A C alpha-H...O hydrogen bond in a membrane protein is not stabilizing.

Hydrogen bonds involving a carbon donor are very common in protein structures, and energy calculations suggest that Calpha-H...O hydrogen bonds could be about one-half the strength of traditional hydrogen bonds. It has therefore been proposed that these nontraditional hydrogen bonds could be a significant factor in stabilizing proteins, particularly membrane proteins as there is a low dielectric and no competition from water in the bilayer core. Nevertheless, this proposition has never been tested experimentally. Here, we report an experimental test of the significance of Calpha-H...O bonds for protein stability. Thr24 in bacteriorhodopsin, which makes an interhelical Calpha-H...O hydrogen bond to the Calpha of Ala51, was changed to Ala, Val, and Ser, and the thermodynamic stability of the mutants was measured. None of the mutants had significantly reduced stability. In fact, T24A was more stable than the wild-type protein by 0.6 kcal/mol. Crystal structures were determined for each of the mutants, and, while some structural changes were seen for T24S and T24V, T24A showed essentially no apparent structural alteration that could account for the increased stability. Thus, Thr24 appears to destabilize the protein rather than stabilize.
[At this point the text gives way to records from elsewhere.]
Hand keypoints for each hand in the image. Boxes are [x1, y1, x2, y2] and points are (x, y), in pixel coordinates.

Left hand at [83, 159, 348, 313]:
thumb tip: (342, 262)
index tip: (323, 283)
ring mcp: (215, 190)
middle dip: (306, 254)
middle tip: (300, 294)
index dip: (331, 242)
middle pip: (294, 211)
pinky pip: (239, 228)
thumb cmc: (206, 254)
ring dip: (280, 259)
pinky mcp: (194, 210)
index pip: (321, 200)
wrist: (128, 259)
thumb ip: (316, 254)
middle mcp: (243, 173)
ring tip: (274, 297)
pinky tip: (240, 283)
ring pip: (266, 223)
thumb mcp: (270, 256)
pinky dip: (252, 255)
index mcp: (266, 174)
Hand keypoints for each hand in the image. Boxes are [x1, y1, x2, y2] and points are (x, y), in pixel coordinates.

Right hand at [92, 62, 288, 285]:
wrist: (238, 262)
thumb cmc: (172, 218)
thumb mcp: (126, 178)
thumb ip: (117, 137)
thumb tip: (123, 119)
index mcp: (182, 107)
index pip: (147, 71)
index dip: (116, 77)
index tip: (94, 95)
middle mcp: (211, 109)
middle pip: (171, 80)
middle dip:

Our results suggest that Calpha-H...O bonds are not a major contributor to protein stability.

The evolution of transmembrane helix kinks and the structural diversity of G protein-coupled receptors.
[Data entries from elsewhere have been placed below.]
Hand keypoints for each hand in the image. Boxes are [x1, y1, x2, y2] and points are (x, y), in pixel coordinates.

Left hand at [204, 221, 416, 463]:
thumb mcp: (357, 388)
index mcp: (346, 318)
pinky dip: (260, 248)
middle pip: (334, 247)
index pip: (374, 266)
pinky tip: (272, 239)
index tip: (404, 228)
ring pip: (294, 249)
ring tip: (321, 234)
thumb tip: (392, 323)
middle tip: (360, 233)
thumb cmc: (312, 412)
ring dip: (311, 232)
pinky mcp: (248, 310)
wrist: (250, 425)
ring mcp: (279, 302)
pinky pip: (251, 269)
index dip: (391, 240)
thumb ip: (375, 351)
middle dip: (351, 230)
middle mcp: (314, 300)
One of the hallmarks of membrane protein structure is the high frequency of transmembrane helix kinks, which commonly occur at proline residues. Because the proline side chain usually precludes normal helix geometry, it is reasonable to expect that proline residues generate these kinks. We observe, however, that the three prolines in bacteriorhodopsin transmembrane helices can be changed to alanine with little structural consequences. This finding leads to a conundrum: if proline is not required for helix bending, why are prolines commonly present at bends in transmembrane helices? We propose an evolutionary hypothesis in which a mutation to proline initially induces the kink. The resulting packing defects are later repaired by further mutation, thereby locking the kink in the structure. Thus, most prolines in extant proteins can be removed without major structural consequences. We further propose that nonproline kinks are places where vestigial prolines were later removed during evolution. Consistent with this hypothesis, at 14 of 17 nonproline kinks in membrane proteins of known structure, we find prolines in homologous sequences. Our analysis allows us to predict kink positions with >90% reliability. Kink prediction indicates that different G protein-coupled receptor proteins have different kink patterns and therefore different structures.

Side-chain contributions to membrane protein structure and stability.
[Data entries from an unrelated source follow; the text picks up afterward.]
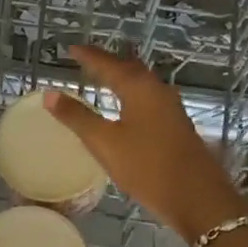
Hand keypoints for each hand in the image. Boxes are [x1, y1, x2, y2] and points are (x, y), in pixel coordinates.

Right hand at [44, 45, 247, 244]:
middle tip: (86, 60)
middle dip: (107, 63)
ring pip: (141, 84)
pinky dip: (131, 95)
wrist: (197, 197)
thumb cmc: (147, 167)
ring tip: (103, 80)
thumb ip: (76, 117)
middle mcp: (158, 91)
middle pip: (129, 68)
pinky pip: (148, 99)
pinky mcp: (176, 126)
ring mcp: (171, 108)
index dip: (88, 56)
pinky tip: (126, 108)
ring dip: (121, 78)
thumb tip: (50, 94)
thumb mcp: (104, 142)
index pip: (108, 64)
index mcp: (139, 88)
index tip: (71, 49)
The molecular forces that stabilize membrane protein structure are poorly understood. To investigate these forces we introduced alanine substitutions at 24 positions in the B helix of bacteriorhodopsin and examined their effects on structure and stability. Although most of the results can be rationalized in terms of the folded structure, there are a number of surprises. (1) We find a remarkably high frequency of stabilizing mutations (17%), indicating that membrane proteins are not highly optimized for stability. (2) Helix B is kinked, with the kink centered around Pro50. The P50A mutation has no effect on stability, however, and a crystal structure reveals that the helix remains bent, indicating that tertiary contacts dominate in the distortion of this helix. (3) We find that the protein is stabilized by about 1kcal/mol for every 38A(2) of surface area buried, which is quite similar to soluble proteins in spite of their dramatically different environments. (4) We find little energetic difference, on average, in the burial of apolar surface or polar surface area, implying that van der Waals packing is the dominant force that drives membrane protein folding.